The Term-Frequency/Inverse-Document-Frequency IR algorithm implemented using redis.
This is an un-optimized, naive, and hopefully mostly-correct implementation of the algorithm.
Assume we have a collection of documents, each with its own unique identifier. We supply the identifier and the document text to the collector:
$ node > var collector = require("./collector"); > collector.indexDocument(1, "I love cats; I love every kind of cat."); > collector.indexDocument(2, "Sorry, I'm thinking about cats again!"); > collector.indexDocument(3, "Can't hug every cat.");
As documents are indexes, words are tokenized using a Porter stemmer.
Searching for Documents
For a given query, document IDs for matching documents are returned in order of relevance.
Note that there is no synchronous version of the search function. You have to use a callback to do anything with search results.
> collector.search("love", console.log); null [ 1 ] > collector.search("every", console.log); null [ 3, 1 ] > collector.search("cat", console.log); null [ 1, 2, 3 ]
As with indexing, query terms are stemmed. So for example:
> collector.search("hugging cats", console.log); null [ 3, 1, 2 ]
Document 3 is the best match for "hugging cats", since it contains "cat" and "hug". The other two documents are returned because they are about cats, though they're short on hugging.
A Fuller Example
example/texts directory contains poems downloaded from Project
Gutenberg. The script
librarian.js splits them up into poems, saves
them in a redis store (could be anything - the text storage has nothing
to do with the search mechanism itself), and indexes them.
The resulting 576 poems can be quickly searched:
$ cd example $ node > var librarian = require("./librarian"); > librarian.indexEverything(); // wait for deferred calls to finish ... > librarian.search("flower"); 38 matches found 3 ms elapsed Best match: 32-Emily Dickinson-VII. VII. WITH A FLOWER. I hide myself within my flower, That wearing on your breast, You, unsuspecting, wear me too -- And angels know the rest. I hide myself within my flower, That, fading from your vase, You, unsuspecting, feel for me Almost a loneliness.
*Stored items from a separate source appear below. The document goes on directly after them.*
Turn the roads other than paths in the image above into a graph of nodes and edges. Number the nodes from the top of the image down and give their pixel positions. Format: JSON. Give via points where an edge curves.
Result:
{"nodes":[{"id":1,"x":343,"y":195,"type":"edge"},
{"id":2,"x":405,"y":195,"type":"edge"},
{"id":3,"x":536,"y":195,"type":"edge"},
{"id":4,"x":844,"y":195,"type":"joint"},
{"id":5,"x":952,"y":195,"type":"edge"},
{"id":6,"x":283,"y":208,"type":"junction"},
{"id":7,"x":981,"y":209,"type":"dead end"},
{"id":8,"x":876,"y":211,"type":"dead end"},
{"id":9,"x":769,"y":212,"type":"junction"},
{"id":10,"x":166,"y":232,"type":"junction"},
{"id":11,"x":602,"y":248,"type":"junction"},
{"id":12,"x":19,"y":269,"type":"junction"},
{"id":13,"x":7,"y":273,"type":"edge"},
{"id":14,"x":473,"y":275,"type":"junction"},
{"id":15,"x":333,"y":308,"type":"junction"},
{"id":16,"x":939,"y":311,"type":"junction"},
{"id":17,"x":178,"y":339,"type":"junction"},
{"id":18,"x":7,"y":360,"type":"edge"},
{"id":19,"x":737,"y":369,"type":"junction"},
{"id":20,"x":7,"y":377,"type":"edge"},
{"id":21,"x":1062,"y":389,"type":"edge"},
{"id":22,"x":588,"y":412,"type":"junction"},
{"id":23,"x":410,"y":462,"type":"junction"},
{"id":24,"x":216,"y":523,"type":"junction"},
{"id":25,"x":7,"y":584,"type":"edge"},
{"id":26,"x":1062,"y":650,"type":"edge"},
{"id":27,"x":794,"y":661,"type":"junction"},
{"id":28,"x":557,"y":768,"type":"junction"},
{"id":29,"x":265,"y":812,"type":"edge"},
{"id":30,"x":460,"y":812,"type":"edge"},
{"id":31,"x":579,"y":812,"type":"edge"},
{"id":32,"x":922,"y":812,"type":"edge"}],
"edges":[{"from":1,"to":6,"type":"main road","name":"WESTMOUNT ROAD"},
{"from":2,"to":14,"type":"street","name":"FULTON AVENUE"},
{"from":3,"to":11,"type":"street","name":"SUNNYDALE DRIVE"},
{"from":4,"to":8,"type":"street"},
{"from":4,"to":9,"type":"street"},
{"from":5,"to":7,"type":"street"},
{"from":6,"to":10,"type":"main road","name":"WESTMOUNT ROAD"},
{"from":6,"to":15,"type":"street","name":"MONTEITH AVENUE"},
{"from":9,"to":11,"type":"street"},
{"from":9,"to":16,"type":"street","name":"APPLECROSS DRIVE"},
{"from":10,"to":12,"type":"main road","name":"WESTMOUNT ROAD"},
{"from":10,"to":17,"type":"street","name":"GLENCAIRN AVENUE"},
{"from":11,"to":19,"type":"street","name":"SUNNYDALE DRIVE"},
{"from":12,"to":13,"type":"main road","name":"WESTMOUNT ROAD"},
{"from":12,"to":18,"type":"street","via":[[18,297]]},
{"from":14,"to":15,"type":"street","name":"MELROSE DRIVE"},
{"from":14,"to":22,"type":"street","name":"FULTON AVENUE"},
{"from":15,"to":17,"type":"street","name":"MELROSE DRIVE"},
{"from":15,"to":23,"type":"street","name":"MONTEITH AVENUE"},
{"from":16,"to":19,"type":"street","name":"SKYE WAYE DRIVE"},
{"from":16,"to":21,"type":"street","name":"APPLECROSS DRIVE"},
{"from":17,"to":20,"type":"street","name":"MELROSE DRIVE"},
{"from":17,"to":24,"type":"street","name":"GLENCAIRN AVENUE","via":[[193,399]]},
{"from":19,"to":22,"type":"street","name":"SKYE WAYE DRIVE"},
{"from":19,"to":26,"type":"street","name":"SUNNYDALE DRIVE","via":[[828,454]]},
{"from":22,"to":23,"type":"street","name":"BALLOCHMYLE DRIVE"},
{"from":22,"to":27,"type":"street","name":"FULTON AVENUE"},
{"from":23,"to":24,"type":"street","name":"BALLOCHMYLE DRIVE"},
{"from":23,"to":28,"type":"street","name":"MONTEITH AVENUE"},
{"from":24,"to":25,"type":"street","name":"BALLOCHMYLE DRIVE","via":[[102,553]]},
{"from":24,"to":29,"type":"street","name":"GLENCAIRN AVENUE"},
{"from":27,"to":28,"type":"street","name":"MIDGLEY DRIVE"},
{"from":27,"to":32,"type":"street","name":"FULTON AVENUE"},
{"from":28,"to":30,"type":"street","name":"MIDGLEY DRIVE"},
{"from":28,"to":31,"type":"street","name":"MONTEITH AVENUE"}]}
The memory use is not small.
The example texts consist of 576 poems in three languages. (By Arthur Rimbaud, Emily Dickinson, Oscar Wilde, Rainer Maria Rilke, Robert Browning (his "shorter" poems), Rudyard Kipling, and William Blake.)
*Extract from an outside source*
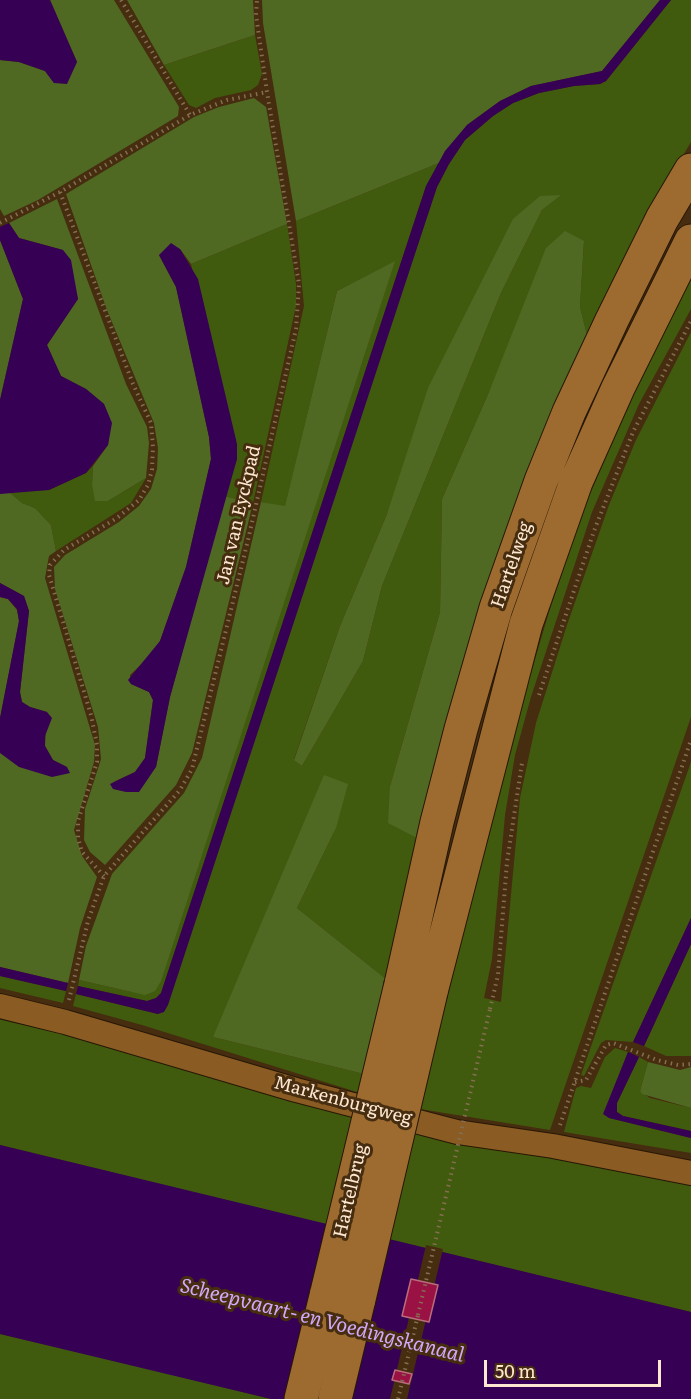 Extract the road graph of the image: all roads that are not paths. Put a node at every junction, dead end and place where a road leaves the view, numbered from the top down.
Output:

These texts comprise 830kB in three languages (English, French, and German). Actually, you could probably count Rudyard Kipling as a language other than English, for the purposes of indexing.
The resulting indexes in redis consume about 80MB. (Using the total amount of
memory reported by the redis
info command, which is about 1MB high, as it
includes redis's own system usage as well.)
config.filterStopWords === true, this drops by 5 or 6 per cent.
So the memory required for the redis indexes is 100 times higher than the space required to hold the original texts. Yargh!
I find that if all the texts are in the same language, the space requirements are around 50x. Still a huge increase.
Is This Really Useful?
I don't know. It was interesting to make, but obviously its applicability is severely limited by the amount of memory consumed. If you have 8GB memory, you could index 160MB of text in the same language. That's not much. A thousand documents? Not so good.
Optimizations could perhaps be found, but even so, its unscalability renders this implementation, used on typical machines, pretty undesirable for all but the most controlled cases.
On the other hand, it demonstrates (as if it needed demonstrating) just how blazingly fast applications written around node and redis are.